◆ YOUR ASSIGNMENT
When you return the entries, keep every word and mark exactly as it is.

■ ■ ■ ■

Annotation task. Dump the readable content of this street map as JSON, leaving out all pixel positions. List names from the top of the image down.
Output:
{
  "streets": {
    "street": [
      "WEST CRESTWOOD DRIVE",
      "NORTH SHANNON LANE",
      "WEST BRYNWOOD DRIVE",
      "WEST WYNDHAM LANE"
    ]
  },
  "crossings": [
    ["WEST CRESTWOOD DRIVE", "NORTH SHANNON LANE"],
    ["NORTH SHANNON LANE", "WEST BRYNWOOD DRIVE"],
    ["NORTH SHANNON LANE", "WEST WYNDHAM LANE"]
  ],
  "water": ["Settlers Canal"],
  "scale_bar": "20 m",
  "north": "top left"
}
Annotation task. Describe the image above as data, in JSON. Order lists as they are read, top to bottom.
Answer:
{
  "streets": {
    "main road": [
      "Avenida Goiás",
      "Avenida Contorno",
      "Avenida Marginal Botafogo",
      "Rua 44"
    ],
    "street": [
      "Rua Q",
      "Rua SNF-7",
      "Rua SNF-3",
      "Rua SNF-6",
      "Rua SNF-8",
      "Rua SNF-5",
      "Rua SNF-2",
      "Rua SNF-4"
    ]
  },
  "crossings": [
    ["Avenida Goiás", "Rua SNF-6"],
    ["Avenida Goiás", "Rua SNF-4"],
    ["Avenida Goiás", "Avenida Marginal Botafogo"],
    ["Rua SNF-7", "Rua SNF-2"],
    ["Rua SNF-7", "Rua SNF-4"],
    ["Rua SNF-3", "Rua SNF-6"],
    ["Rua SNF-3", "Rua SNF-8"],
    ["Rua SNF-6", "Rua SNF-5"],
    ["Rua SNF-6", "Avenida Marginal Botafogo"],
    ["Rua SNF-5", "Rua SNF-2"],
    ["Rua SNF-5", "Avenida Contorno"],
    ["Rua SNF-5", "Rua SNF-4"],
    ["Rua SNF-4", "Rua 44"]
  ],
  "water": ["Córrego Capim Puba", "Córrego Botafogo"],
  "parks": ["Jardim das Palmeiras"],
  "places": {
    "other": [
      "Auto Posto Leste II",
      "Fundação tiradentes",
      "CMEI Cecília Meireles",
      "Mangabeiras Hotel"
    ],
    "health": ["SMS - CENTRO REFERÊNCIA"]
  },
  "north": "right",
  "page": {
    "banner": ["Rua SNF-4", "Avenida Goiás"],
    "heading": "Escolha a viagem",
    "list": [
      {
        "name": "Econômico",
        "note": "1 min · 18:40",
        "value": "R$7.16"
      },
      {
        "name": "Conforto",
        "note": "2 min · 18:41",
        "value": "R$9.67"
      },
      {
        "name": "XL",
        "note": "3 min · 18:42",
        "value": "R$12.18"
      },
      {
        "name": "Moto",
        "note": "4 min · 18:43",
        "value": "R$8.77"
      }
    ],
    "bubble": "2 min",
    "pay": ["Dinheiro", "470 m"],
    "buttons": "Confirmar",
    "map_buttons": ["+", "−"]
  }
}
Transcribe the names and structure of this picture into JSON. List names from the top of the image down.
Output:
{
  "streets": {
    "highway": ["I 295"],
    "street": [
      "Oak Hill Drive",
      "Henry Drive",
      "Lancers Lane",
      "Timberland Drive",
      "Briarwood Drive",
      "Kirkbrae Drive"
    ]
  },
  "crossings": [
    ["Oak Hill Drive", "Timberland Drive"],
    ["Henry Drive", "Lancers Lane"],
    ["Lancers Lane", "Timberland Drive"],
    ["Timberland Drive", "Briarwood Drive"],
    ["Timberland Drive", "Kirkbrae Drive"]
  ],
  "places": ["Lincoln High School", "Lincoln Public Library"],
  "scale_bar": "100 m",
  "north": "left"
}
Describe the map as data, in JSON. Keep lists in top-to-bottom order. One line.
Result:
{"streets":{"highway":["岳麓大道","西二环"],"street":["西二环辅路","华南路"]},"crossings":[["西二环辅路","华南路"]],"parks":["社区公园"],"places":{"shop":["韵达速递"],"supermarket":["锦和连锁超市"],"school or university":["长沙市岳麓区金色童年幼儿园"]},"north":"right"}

■ ■ ■ ■

◆ TASK RESULT
Annotation task. Dump the readable content of this street map as JSON, leaving out all pixel positions. List names from the top of the image down.
Output:
{
  "streets": {
    "street": [
      "WEST CRESTWOOD DRIVE",
      "NORTH SHANNON LANE",
      "WEST BRYNWOOD DRIVE",
      "WEST WYNDHAM LANE"
    ]
  },
  "crossings": [
    ["WEST CRESTWOOD DRIVE", "NORTH SHANNON LANE"],
    ["NORTH SHANNON LANE", "WEST BRYNWOOD DRIVE"],
    ["NORTH SHANNON LANE", "WEST WYNDHAM LANE"]
  ],
  "water": ["Settlers Canal"],
  "scale_bar": "20 m",
  "north": "top left"
}
Annotation task. Describe the image above as data, in JSON. Order lists as they are read, top to bottom.
Answer:
{
  "streets": {
    "main road": [
      "Avenida Goiás",
      "Avenida Contorno",
      "Avenida Marginal Botafogo",
      "Rua 44"
    ],
    "street": [
      "Rua Q",
      "Rua SNF-7",
      "Rua SNF-3",
      "Rua SNF-6",
      "Rua SNF-8",
      "Rua SNF-5",
      "Rua SNF-2",
      "Rua SNF-4"
    ]
  },
  "crossings": [
    ["Avenida Goiás", "Rua SNF-6"],
    ["Avenida Goiás", "Rua SNF-4"],
    ["Avenida Goiás", "Avenida Marginal Botafogo"],
    ["Rua SNF-7", "Rua SNF-2"],
    ["Rua SNF-7", "Rua SNF-4"],
    ["Rua SNF-3", "Rua SNF-6"],
    ["Rua SNF-3", "Rua SNF-8"],
    ["Rua SNF-6", "Rua SNF-5"],
    ["Rua SNF-6", "Avenida Marginal Botafogo"],
    ["Rua SNF-5", "Rua SNF-2"],
    ["Rua SNF-5", "Avenida Contorno"],
    ["Rua SNF-5", "Rua SNF-4"],
    ["Rua SNF-4", "Rua 44"]
  ],
  "water": ["Córrego Capim Puba", "Córrego Botafogo"],
  "parks": ["Jardim das Palmeiras"],
  "places": {
    "other": [
      "Auto Posto Leste II",
      "Fundação tiradentes",
      "CMEI Cecília Meireles",
      "Mangabeiras Hotel"
    ],
    "health": ["SMS - CENTRO REFERÊNCIA"]
  },
  "north": "right",
  "page": {
    "banner": ["Rua SNF-4", "Avenida Goiás"],
    "heading": "Escolha a viagem",
    "list": [
      {
        "name": "Econômico",
        "note": "1 min · 18:40",
        "value": "R$7.16"
      },
      {
        "name": "Conforto",
        "note": "2 min · 18:41",
        "value": "R$9.67"
      },
      {
        "name": "XL",
        "note": "3 min · 18:42",
        "value": "R$12.18"
      },
      {
        "name": "Moto",
        "note": "4 min · 18:43",
        "value": "R$8.77"
      }
    ],
    "bubble": "2 min",
    "pay": ["Dinheiro", "470 m"],
    "buttons": "Confirmar",
    "map_buttons": ["+", "−"]
  }
}
Transcribe the names and structure of this picture into JSON. List names from the top of the image down.
Output:
{
  "streets": {
    "highway": ["I 295"],
    "street": [
      "Oak Hill Drive",
      "Henry Drive",
      "Lancers Lane",
      "Timberland Drive",
      "Briarwood Drive",
      "Kirkbrae Drive"
    ]
  },
  "crossings": [
    ["Oak Hill Drive", "Timberland Drive"],
    ["Henry Drive", "Lancers Lane"],
    ["Lancers Lane", "Timberland Drive"],
    ["Timberland Drive", "Briarwood Drive"],
    ["Timberland Drive", "Kirkbrae Drive"]
  ],
  "places": ["Lincoln High School", "Lincoln Public Library"],
  "scale_bar": "100 m",
  "north": "left"
}
Describe the map as data, in JSON. Keep lists in top-to-bottom order. One line.
Result:
{"streets":{"highway":["岳麓大道","西二环"],"street":["西二环辅路","华南路"]},"crossings":[["西二环辅路","华南路"]],"parks":["社区公园"],"places":{"shop":["韵达速递"],"supermarket":["锦和连锁超市"],"school or university":["长沙市岳麓区金色童年幼儿园"]},"north":"right"}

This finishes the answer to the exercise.